─── Records supplied ───

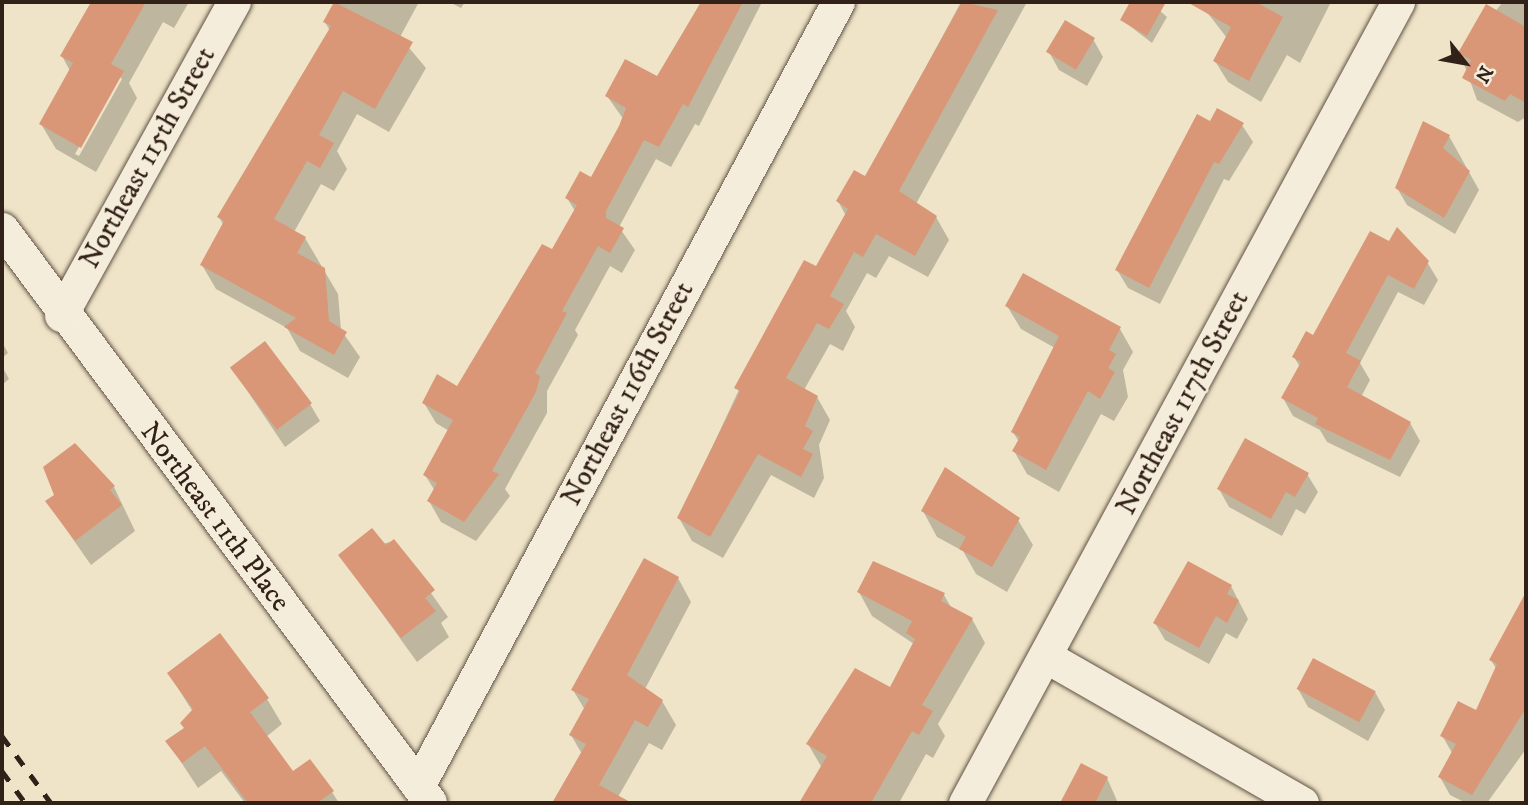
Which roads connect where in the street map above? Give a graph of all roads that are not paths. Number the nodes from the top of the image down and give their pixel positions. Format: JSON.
{"nodes":[{"id":1,"x":234,"y":2,"type":"edge"},
{"id":2,"x":838,"y":2,"type":"edge"},
{"id":3,"x":1398,"y":2,"type":"edge"},
{"id":4,"x":2,"y":229,"type":"edge"},
{"id":5,"x":61,"y":315,"type":"junction"},
{"id":6,"x":1047,"y":657,"type":"junction"},
{"id":7,"x":425,"y":794,"type":"edge"},
{"id":8,"x":965,"y":803,"type":"edge"},
{"id":9,"x":1302,"y":803,"type":"edge"}],
"edges":[{"from":1,"to":5,"type":"street","name":"Northeast 115th Street"},
{"from":2,"to":7,"type":"street","name":"Northeast 116th Street"},
{"from":3,"to":6,"type":"street","name":"Northeast 117th Street"},
{"from":4,"to":5,"type":"street","name":"Northeast 11th Place"},
{"from":5,"to":7,"type":"street","name":"Northeast 11th Place"},
{"from":6,"to":8,"type":"street","name":"Northeast 117th Street"},
{"from":6,"to":9,"type":"street"}]}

───

**Assignment**
For this exercise, give the listing again exactly as written, with the pictures omitted.

**Task solution**
Which roads connect where in the street map above? Give a graph of all roads that are not paths. Number the nodes from the top of the image down and give their pixel positions. Format: JSON.
{"nodes":[{"id":1,"x":234,"y":2,"type":"edge"},
{"id":2,"x":838,"y":2,"type":"edge"},
{"id":3,"x":1398,"y":2,"type":"edge"},
{"id":4,"x":2,"y":229,"type":"edge"},
{"id":5,"x":61,"y":315,"type":"junction"},
{"id":6,"x":1047,"y":657,"type":"junction"},
{"id":7,"x":425,"y":794,"type":"edge"},
{"id":8,"x":965,"y":803,"type":"edge"},
{"id":9,"x":1302,"y":803,"type":"edge"}],
"edges":[{"from":1,"to":5,"type":"street","name":"Northeast 115th Street"},
{"from":2,"to":7,"type":"street","name":"Northeast 116th Street"},
{"from":3,"to":6,"type":"street","name":"Northeast 117th Street"},
{"from":4,"to":5,"type":"street","name":"Northeast 11th Place"},
{"from":5,"to":7,"type":"street","name":"Northeast 11th Place"},
{"from":6,"to":8,"type":"street","name":"Northeast 117th Street"},
{"from":6,"to":9,"type":"street"}]}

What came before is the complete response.